__Activity__
Copy the records below exactly, but leave out any picture they contain.

--- START ---

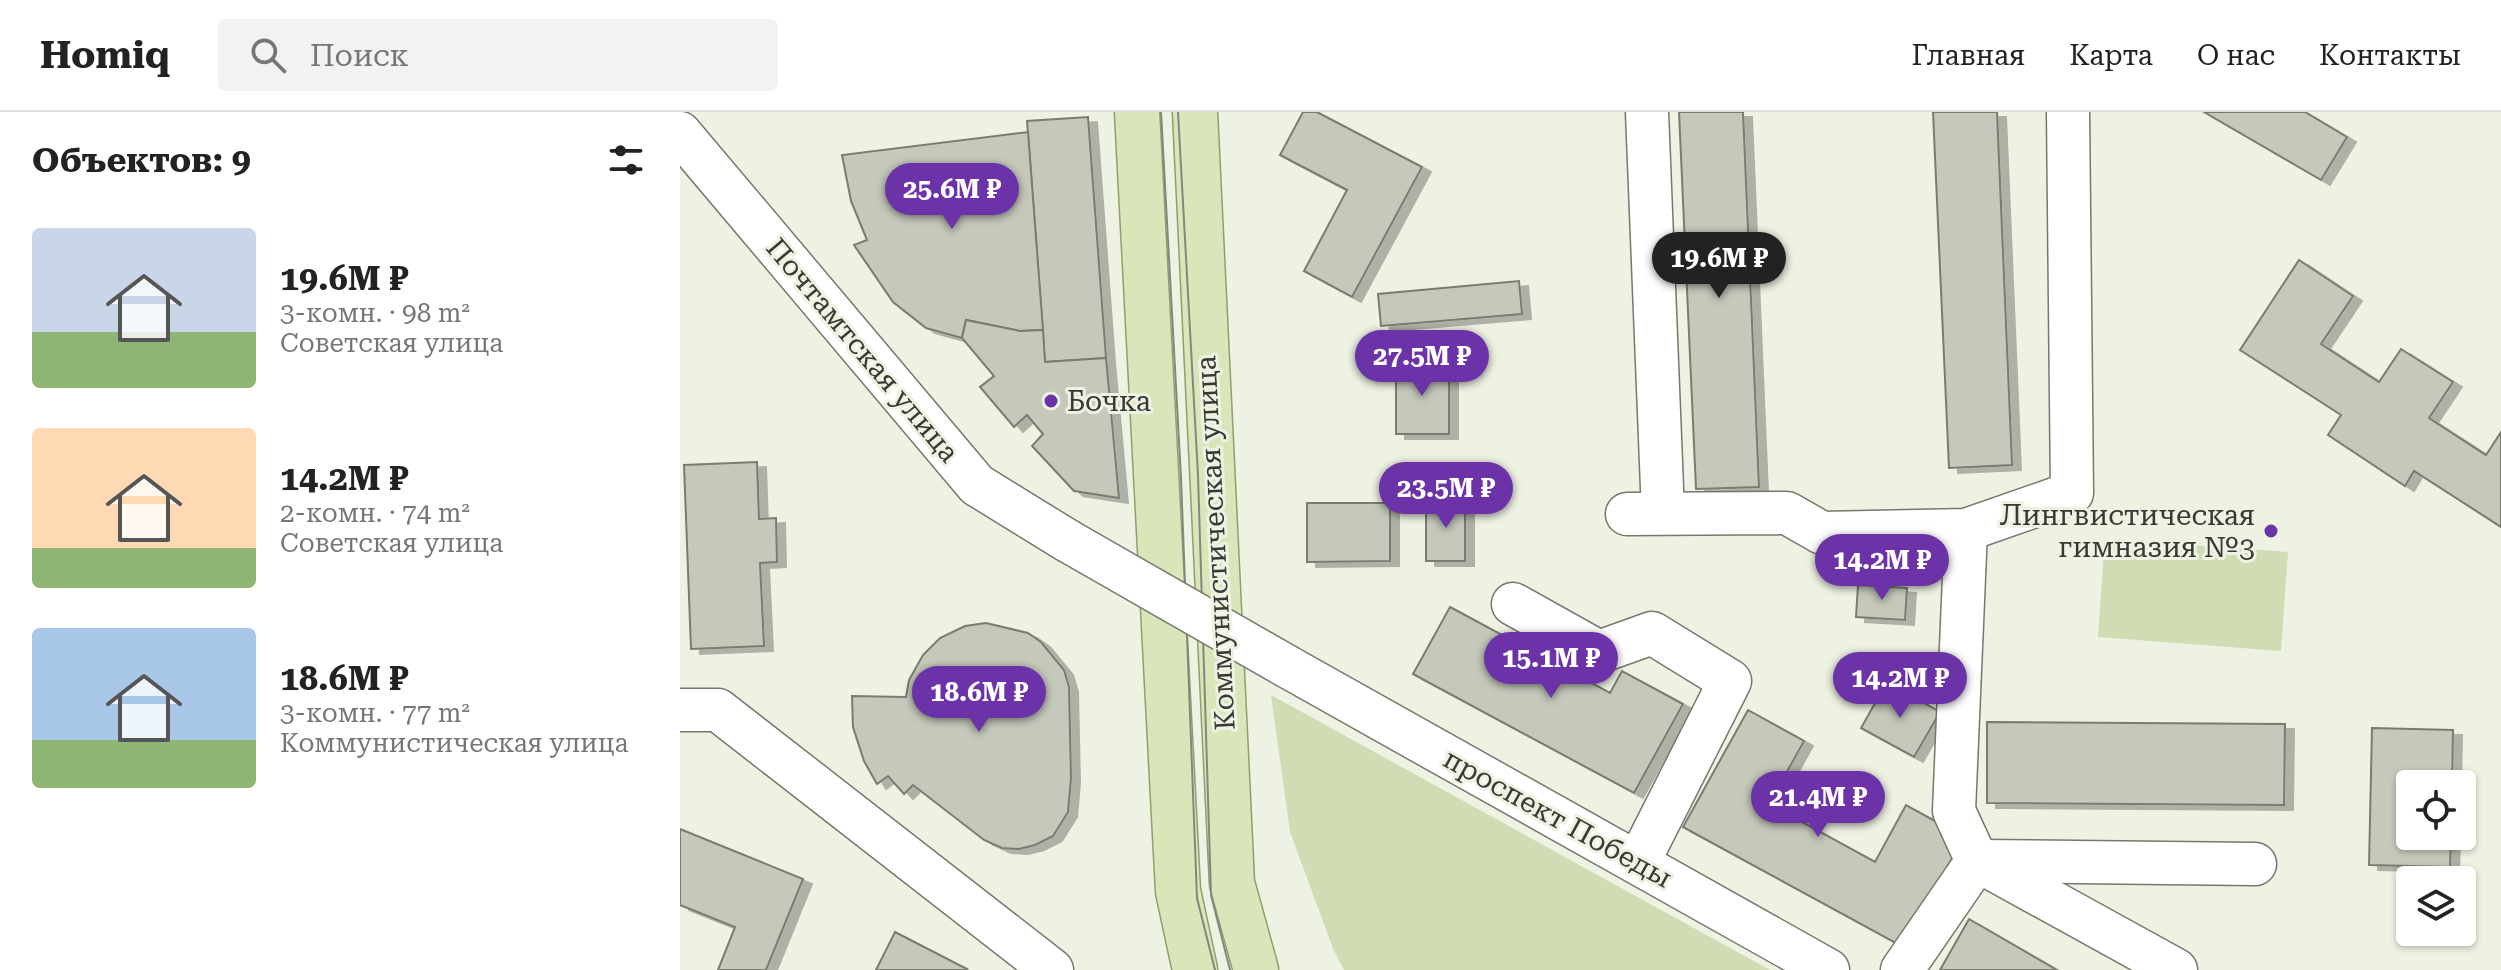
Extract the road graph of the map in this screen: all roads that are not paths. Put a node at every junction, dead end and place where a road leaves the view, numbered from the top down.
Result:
1 (1137, 112) edge
2 (1195, 112) edge
3 (1647, 112) edge
4 (2068, 112) edge
5 (680, 133) edge
6 (1966, 530) junction
7 (1513, 604) dead end
8 (1288, 667) joint
9 (699, 710) edge
10 (1977, 861) junction
11 (1638, 863) junction
12 (2255, 864) dead end
13 (1052, 970) edge
14 (1195, 970) edge
15 (1256, 970) edge
16 (1828, 970) edge
17 (1902, 970) edge
18 (2176, 970) edge

1 - 14 main road, Коммунистическая улица
2 - 15 main road, Коммунистическая улица
3 - 6 street
4 - 6 street
5 - 8 street, Почтамтская улица, bridge
6 - 10 street
7 - 11 street
8 - 11 street, проспект Победы
9 - 13 street
10 - 12 street
10 - 17 street
10 - 18 street
11 - 16 street, проспект Победы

--- END ---

__Answer to this problem__
Extract the road graph of the map in this screen: all roads that are not paths. Put a node at every junction, dead end and place where a road leaves the view, numbered from the top down.
Result:
1 (1137, 112) edge
2 (1195, 112) edge
3 (1647, 112) edge
4 (2068, 112) edge
5 (680, 133) edge
6 (1966, 530) junction
7 (1513, 604) dead end
8 (1288, 667) joint
9 (699, 710) edge
10 (1977, 861) junction
11 (1638, 863) junction
12 (2255, 864) dead end
13 (1052, 970) edge
14 (1195, 970) edge
15 (1256, 970) edge
16 (1828, 970) edge
17 (1902, 970) edge
18 (2176, 970) edge

1 - 14 main road, Коммунистическая улица
2 - 15 main road, Коммунистическая улица
3 - 6 street
4 - 6 street
5 - 8 street, Почтамтская улица, bridge
6 - 10 street
7 - 11 street
8 - 11 street, проспект Победы
9 - 13 street
10 - 12 street
10 - 17 street
10 - 18 street
11 - 16 street, проспект Победы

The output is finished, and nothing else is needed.